Photo | Joy Turner | Creative Commons
When it comes to the best shows of television history, few shows can be named without “Breaking Bad” being included. Vince Gilligan’s crime epic has changed how television stories are told, with the idea of the anti-hero being at the forefront of Gilligan’s work.
“Breaking Bad” follows the story of Walter White (Walt), a mild mannered high school chemistry teacher who turns to drug manufacturing with a former student after a terminal illness diagnosis. As Walt descends into the criminal underworld, he undergoes a transformation into one of the most compelling villains in television history. “Breaking Bad” is phenomenal, and tackles the viewers with profound questions regarding morality and choices that remain present long after the final episode ends.
The most compelling part of “Breaking Bad,” without a doubt, is the writing. Gilligan and his phenomenal staff excellently characterize every person in a scene, perfectly encapsulating who the character is and what they believe. There are often moments where the viewer can forget the people on screen are actors, as every line of dialogue feels raw and like a genuine conversation between real people.
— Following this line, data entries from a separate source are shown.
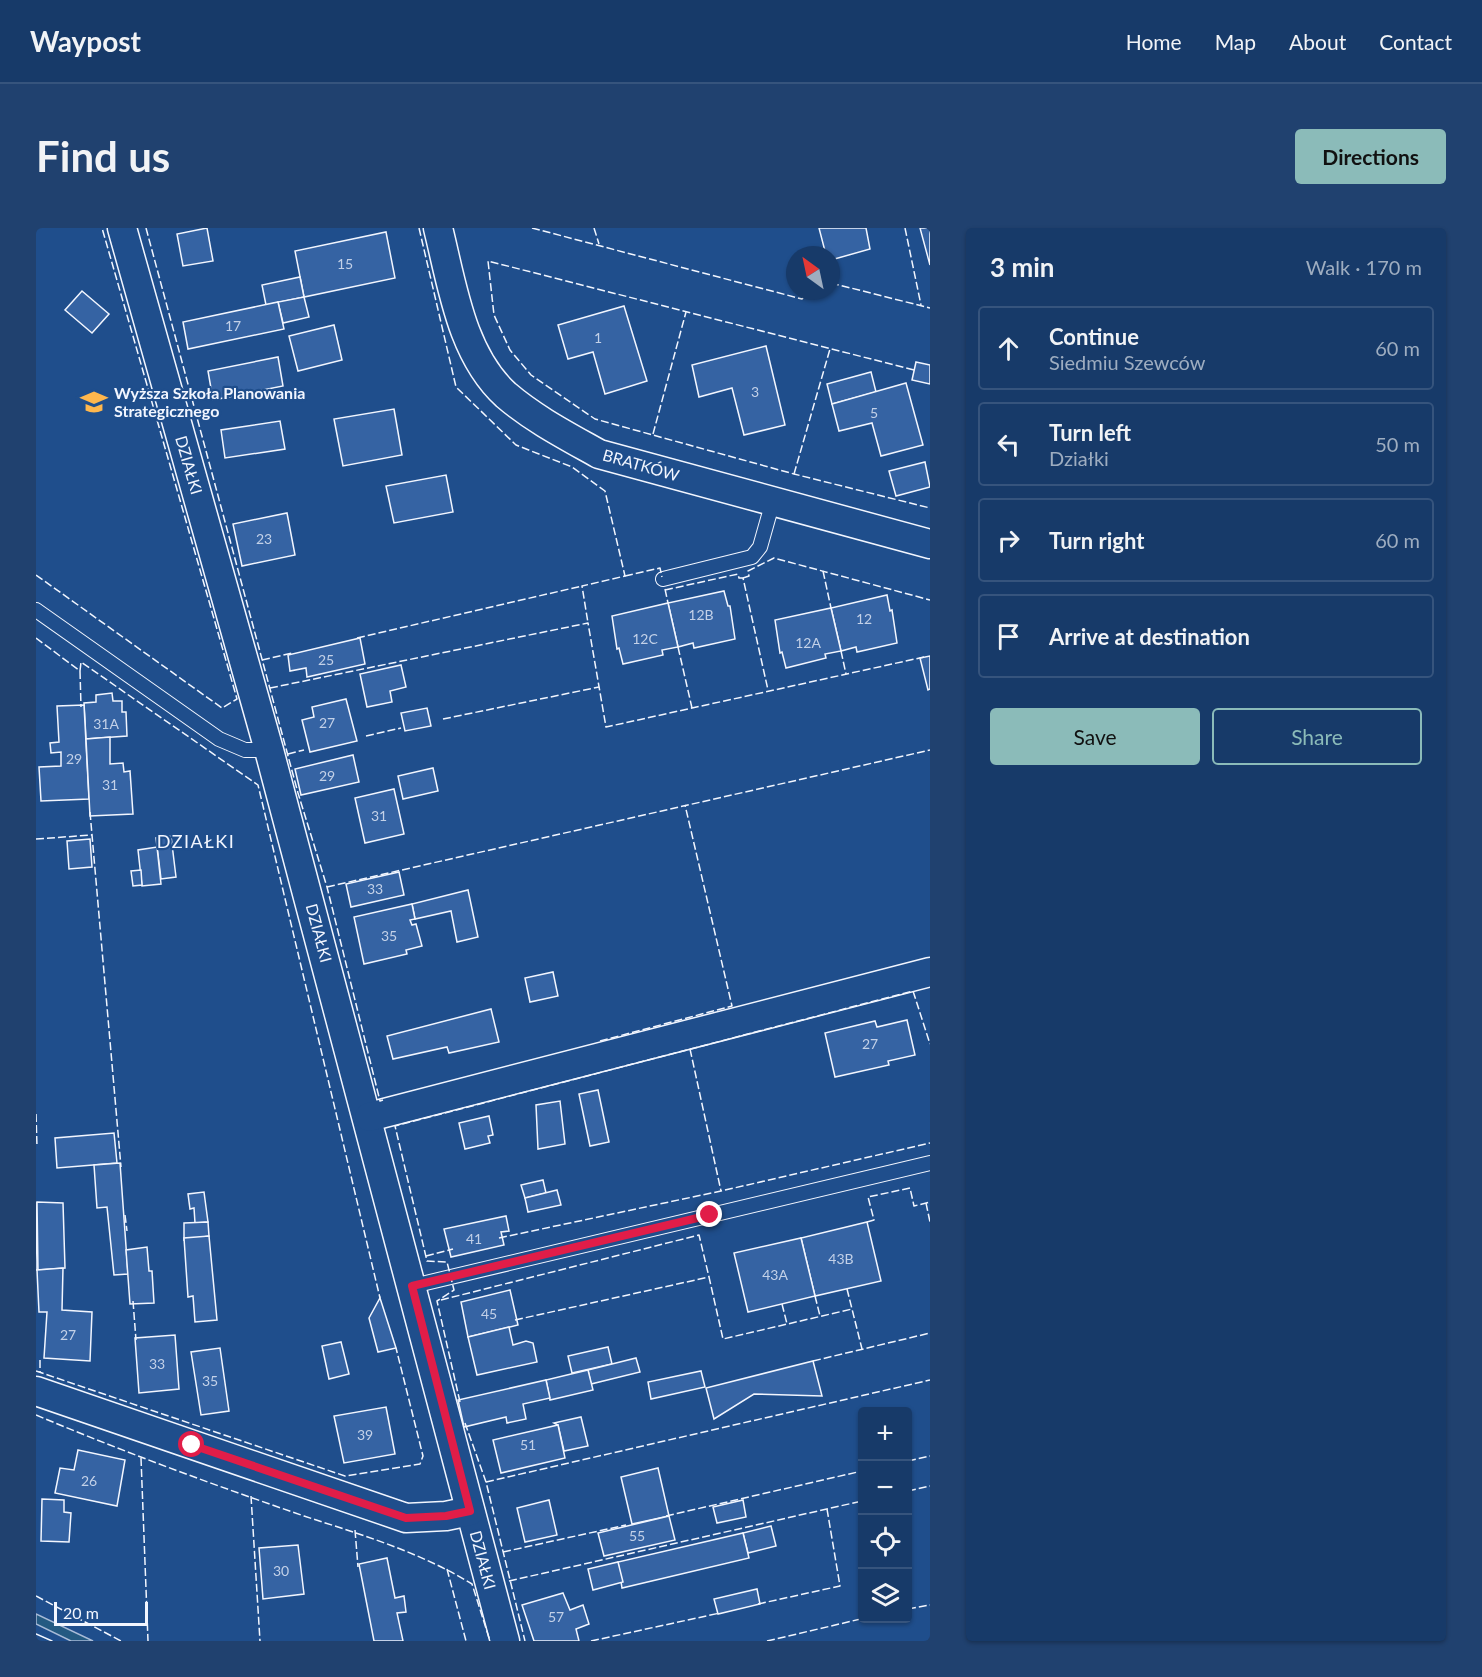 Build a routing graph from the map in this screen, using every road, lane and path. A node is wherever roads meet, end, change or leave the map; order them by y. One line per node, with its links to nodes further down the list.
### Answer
1 (122, 228): 7 (street, DZIAŁKI)
2 (438, 228): 3 (street, BRATKÓW)
3 (772, 501): 4 (street, BRATKÓW); 5 (lane)
4 (930, 543)
5 (663, 579)
6 (36, 610): 7 (lane)
7 (270, 750): 9 (street, DZIAŁKI)
8 (930, 972): 9 (street)
9 (369, 1117): 11 (street, DZIAŁKI)
10 (930, 1163): 11 (lane)
11 (412, 1286): 13 (street, DZIAŁKI)
12 (36, 1391): 13 (street)
13 (470, 1511): 14 (street, DZIAŁKI)
14 (505, 1641)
Scenes between the two protagonists, Walter and Jesse, feel as though a real teacher and deadbeat student are bickering about their criminal enterprise.
Scenes with Walt’s family feel raw and heartbreaking, as his criminal activity causes a growing disconnect that manifests in their short and tense arguments. Even scenes between Jesse and his criminal friends feel real, as they share personal interests and stories that remind the viewer these aren’t just criminals but people too. The writing of “Breaking Bad” is of top quality, and rarely leaves the viewer feeling anything other than engagement.
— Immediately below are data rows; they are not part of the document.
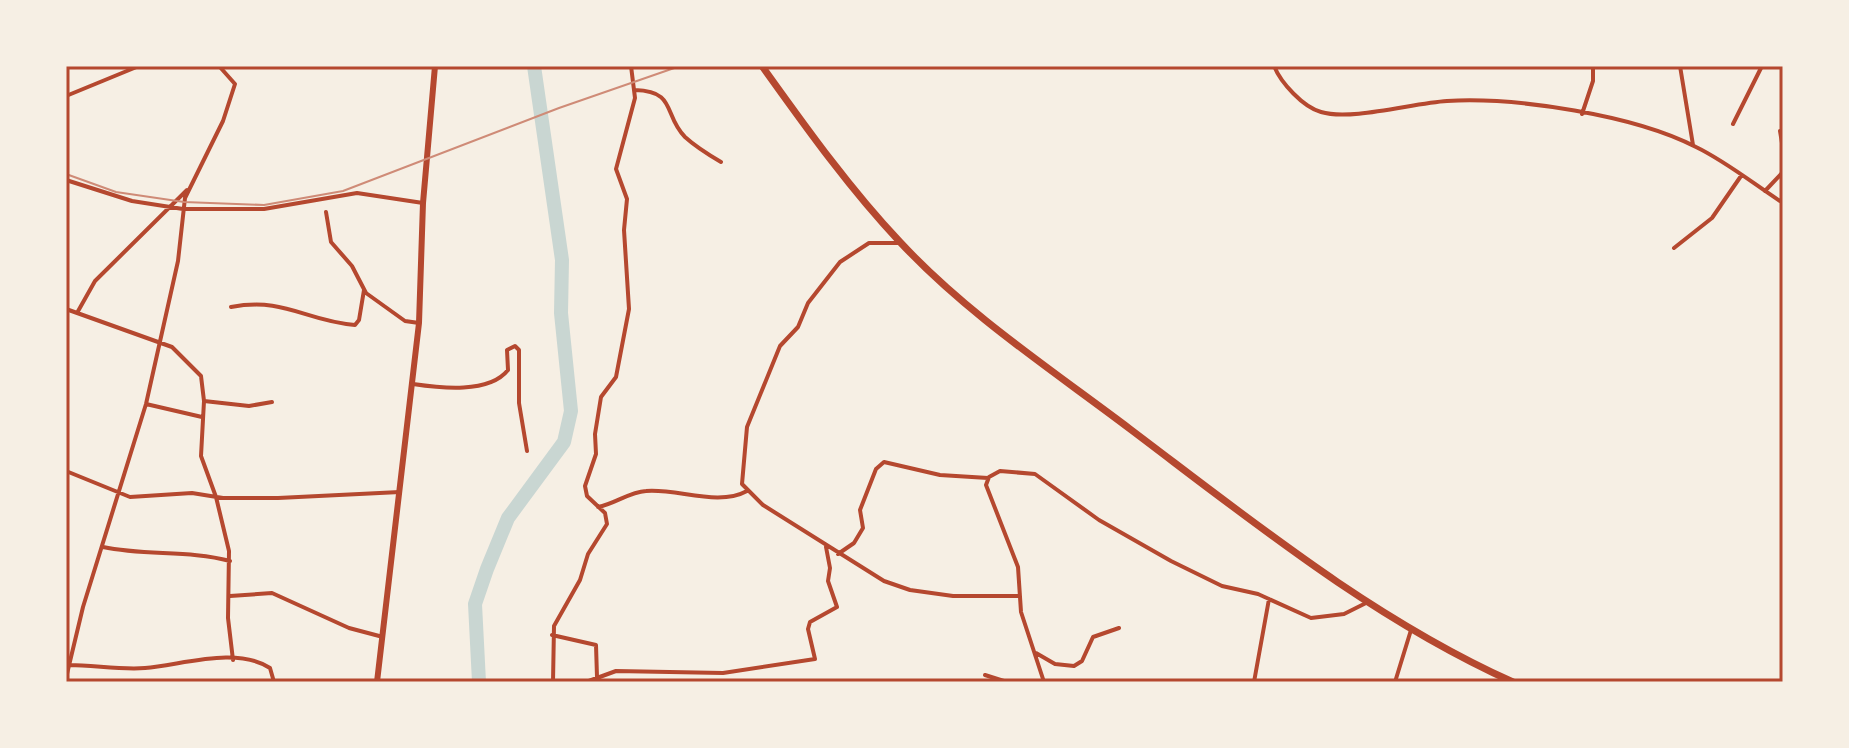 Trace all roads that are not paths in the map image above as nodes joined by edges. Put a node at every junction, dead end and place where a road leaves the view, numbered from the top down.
1 (139, 66) edge
2 (219, 66) edge
3 (435, 66) edge
4 (631, 66) edge
5 (762, 66) edge
6 (1274, 66) edge
7 (1593, 66) edge
8 (1680, 66) edge
9 (1762, 66) edge
10 (635, 90) junction
11 (66, 96) edge
12 (1582, 114) junction
13 (1733, 124) dead end
14 (1780, 131) dead end
15 (1693, 145) junction
16 (1783, 149) edge
17 (721, 162) dead end
18 (1783, 172) edge
19 (1741, 176) junction
20 (66, 180) edge
21 (189, 189) junction
22 (1765, 191) junction
23 (423, 203) junction
24 (1783, 203) edge
25 (166, 207) junction
26 (183, 209) junction
27 (326, 212) dead end
28 (900, 243) junction
29 (1674, 248) dead end
30 (364, 290) junction
31 (231, 307) dead end
32 (66, 309) edge
33 (77, 313) junction
34 (419, 323) junction
35 (159, 342) junction
36 (413, 384) junction
37 (204, 401) junction
38 (272, 402) dead end
39 (146, 404) junction
40 (202, 417) junction
41 (527, 451) dead end
42 (66, 471) edge
43 (989, 477) junction
44 (747, 491) junction
45 (400, 492) junction
46 (118, 493) junction
47 (216, 497) junction
48 (598, 507) junction
49 (103, 547) junction
50 (826, 547) junction
51 (838, 554) junction
52 (230, 561) junction
53 (229, 596) junction
54 (1019, 596) junction
55 (1269, 599) junction
56 (1368, 602) junction
57 (1119, 628) dead end
58 (1411, 630) junction
59 (552, 635) junction
60 (383, 637) junction
61 (1034, 651) junction
62 (233, 660) junction
63 (69, 665) junction
64 (985, 675) dead end
65 (597, 677) junction
66 (66, 678) edge
67 (274, 682) edge
68 (377, 682) edge
69 (553, 682) edge
70 (586, 682) edge
71 (1007, 682) edge
72 (1044, 682) edge
73 (1254, 682) edge
74 (1395, 682) edge
75 (1513, 682) edge

1 - 11 street
2 - 21 street
3 - 23 main road
4 - 10 street
5 - 28 highway
6 - 12 street
7 - 12 street
8 - 15 street
9 - 13 street
10 - 17 street
10 - 48 street
12 - 15 street
14 - 16 street
15 - 19 street
18 - 22 street
19 - 22 street
19 - 29 street
20 - 25 street
21 - 25 street
21 - 26 street
22 - 24 street
23 - 26 street
23 - 34 main road
25 - 26 street
25 - 33 street
26 - 35 street
27 - 30 street
28 - 44 street
28 - 56 highway
30 - 31 street
30 - 34 street
32 - 33 street
33 - 35 street
34 - 36 main road
35 - 37 street
35 - 39 street
36 - 41 street
36 - 45 main road
37 - 38 street
37 - 40 street
39 - 40 street
39 - 46 street
40 - 47 street
42 - 46 street
43 - 51 street
43 - 54 street
43 - 55 street
44 - 48 street
44 - 50 street
45 - 47 street
45 - 60 main road
46 - 47 street
46 - 49 street
47 - 52 street
48 - 59 street
49 - 52 street
49 - 63 street
50 - 51 street
50 - 65 street
51 - 54 street
52 - 53 street
53 - 60 street
53 - 62 street
54 - 61 street
55 - 56 street
55 - 73 street
56 - 58 highway
57 - 61 street
58 - 74 street
58 - 75 highway
59 - 65 street
59 - 69 street
60 - 68 main road
61 - 72 street
62 - 63 street
62 - 67 street
63 - 66 street
64 - 71 street
65 - 70 street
“Breaking Bad” not only excels in the writing, but in its near perfect performances from the wonderful cast. Bryan Cranston (of “Malcolm in the Middle” fame) steals the show as Walt, with every horrible choice Walt makes being supported by the viewer due to Cranston’s natural charisma. Even when Walt’s decisions cause pain to everyone around him, you can’t help but hope he ends up successful due to how Cranston plays the character. Cranston isn’t the only actor to demand your focus in the show however, as Aaron Paul’s performance as Jesse will have you enthralled for the entire show. Jesse is a good person in the wrong world, being clearly in over his head amongst criminals and vagrants. Paul’s acting encapsulates this wonderfully, with each episode having Jesse grow as a person and gain favor with the audience regardless of his criminal actions.
Aside from the two starring roles, every other performance from actors such as Bob Odenkirk (Saul), Anna Gunn (Skyler) and Dean Norris (Hank) are near perfect. There are very few scenes in this show that leave more to be desired, and the few scenes that are disappointing serve a greater purpose in later episodes/seasons. Every character, line, or scene is important, and both the writing and performances highlight this.
Gilligan’s “Breaking Bad” is a show that should be watched by everyone at least once. The story of Walter White is heartbreaking and thrilling, whilst also serving as a cautionary tale relating to crime and its consequences. The show tells the story of a horrible crime well, with the viewer emphasizing with the drug kingpin and rooting against the cops. It’s in this juxtaposition of morals that “Breaking Bad” shines brightest, and raises this most important question: how far will you go for the ones you love?
If you enjoy true-crime, action, drama, or are just a fan of strong television, you need to do yourself a favor and watch “Breaking Bad.” The only regret you’ll have after is that there aren’t more episodes in production.